The Genome Browser depicts the zebrafish genome as 25 chromosomes consisting of whole genome shotgun (WGS) supercontigs that were mapped to a fingerprinted contig (FPC) and were from a known chromosome. There are also 2 unordered virtual chromosomes:

chrNA - WGS contigs that could not be related to any FPC contig
chrUn - WGS supercontigs that mapped to FPC contigs, but the chromosome is unknown

The virtual chromosomes contain 500 bp scaffold gaps that are shown in the Gap track annotation. All the unplaced scaffolds from chrFinished (in assembly Zv3, danRer1) have been mapped to the chromosomes since the Zv4 assembly (danRer2).

All components within this track are of fragment type "W" (WGS contig) except for chrM which is type "F" (Finished).

Methods

This assembly was constructed using the assembler, Phusion, to cluster reads. Phrap was then used for cluster assembly and consensus generation. Supercontigs or scaffolds were created from contigs joined together based on read-pair information where the sizes of gaps were estimated by using insert sizes of different lengths. For the clone-based mapping and finishing, clones from different libraries were fingerprinted by digestion with the HindIII restriction enzyme. From the information produced in this way, overlapping clones were linked into FPCs. Next, clones from a tiling path through the FPC contigs were selected for high quality sequencing. The resulting sequence was submitted to EMBL/GenBank.

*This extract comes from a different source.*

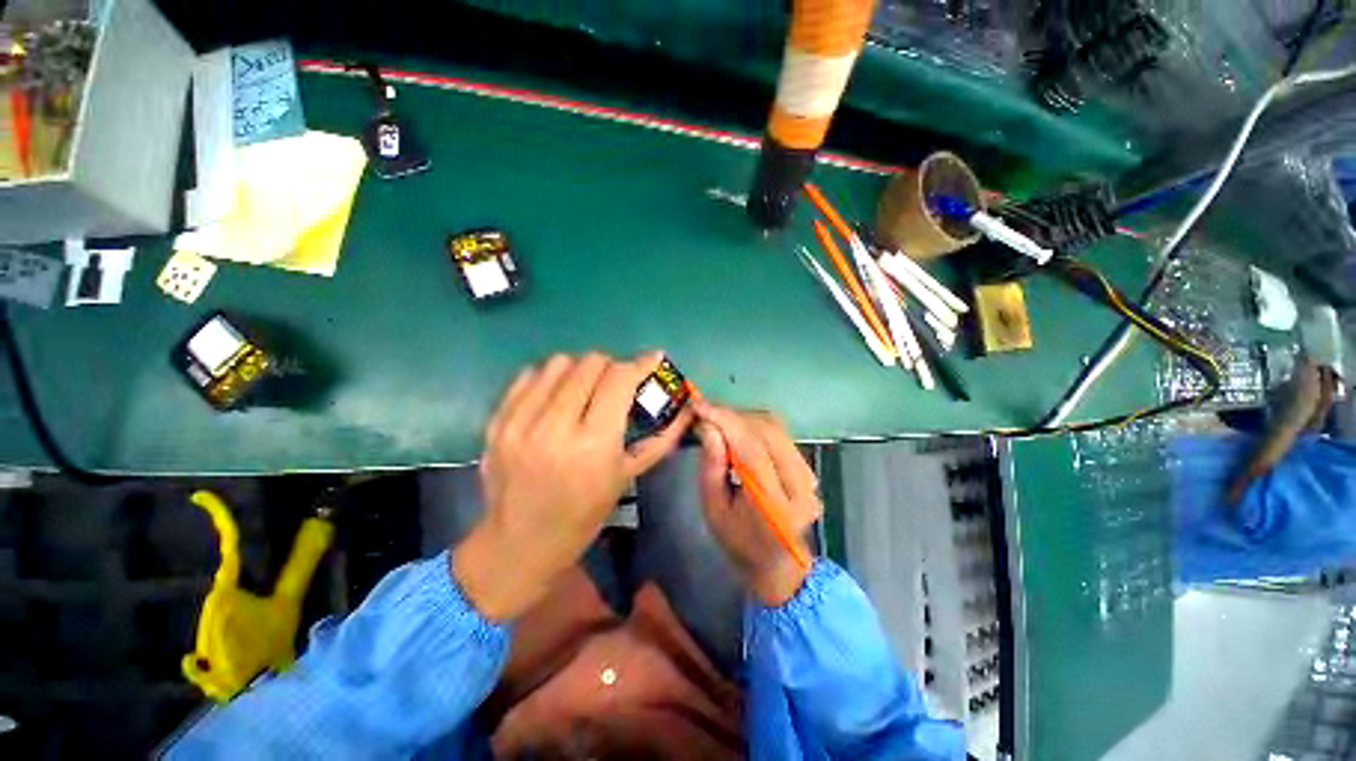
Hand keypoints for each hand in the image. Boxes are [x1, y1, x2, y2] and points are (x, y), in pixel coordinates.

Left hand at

The supercontigs tied to the FPC map create the assembly shown in this track. 1.200 Gigabases or 74% of the sequence could be tied to the FPC map. The finished clone sequence was then analyzed via a pipeline that included repeatmasking, ab initio gene prediction and blast searches against all protein, EST and cDNA sequences that were available. Results from this analysis were used to manually annotate clones with gene structures, descriptions and poly-A features. At this point, the clone was submitted to EMBL/GenBank again and can be browsed in Vega.

Credits

The Zv5 Zebrafish assembly was produced by The Wellcome Trust Sanger Institute, in collaboration with the Max Planck Institute for Developmental Biology, the Netherlands Institute for Developmental Biology (Hubrecht Laboratory), and Yi Zhou, Anthony DiBiase and Leonard Zon from the Boston Children's Hospital.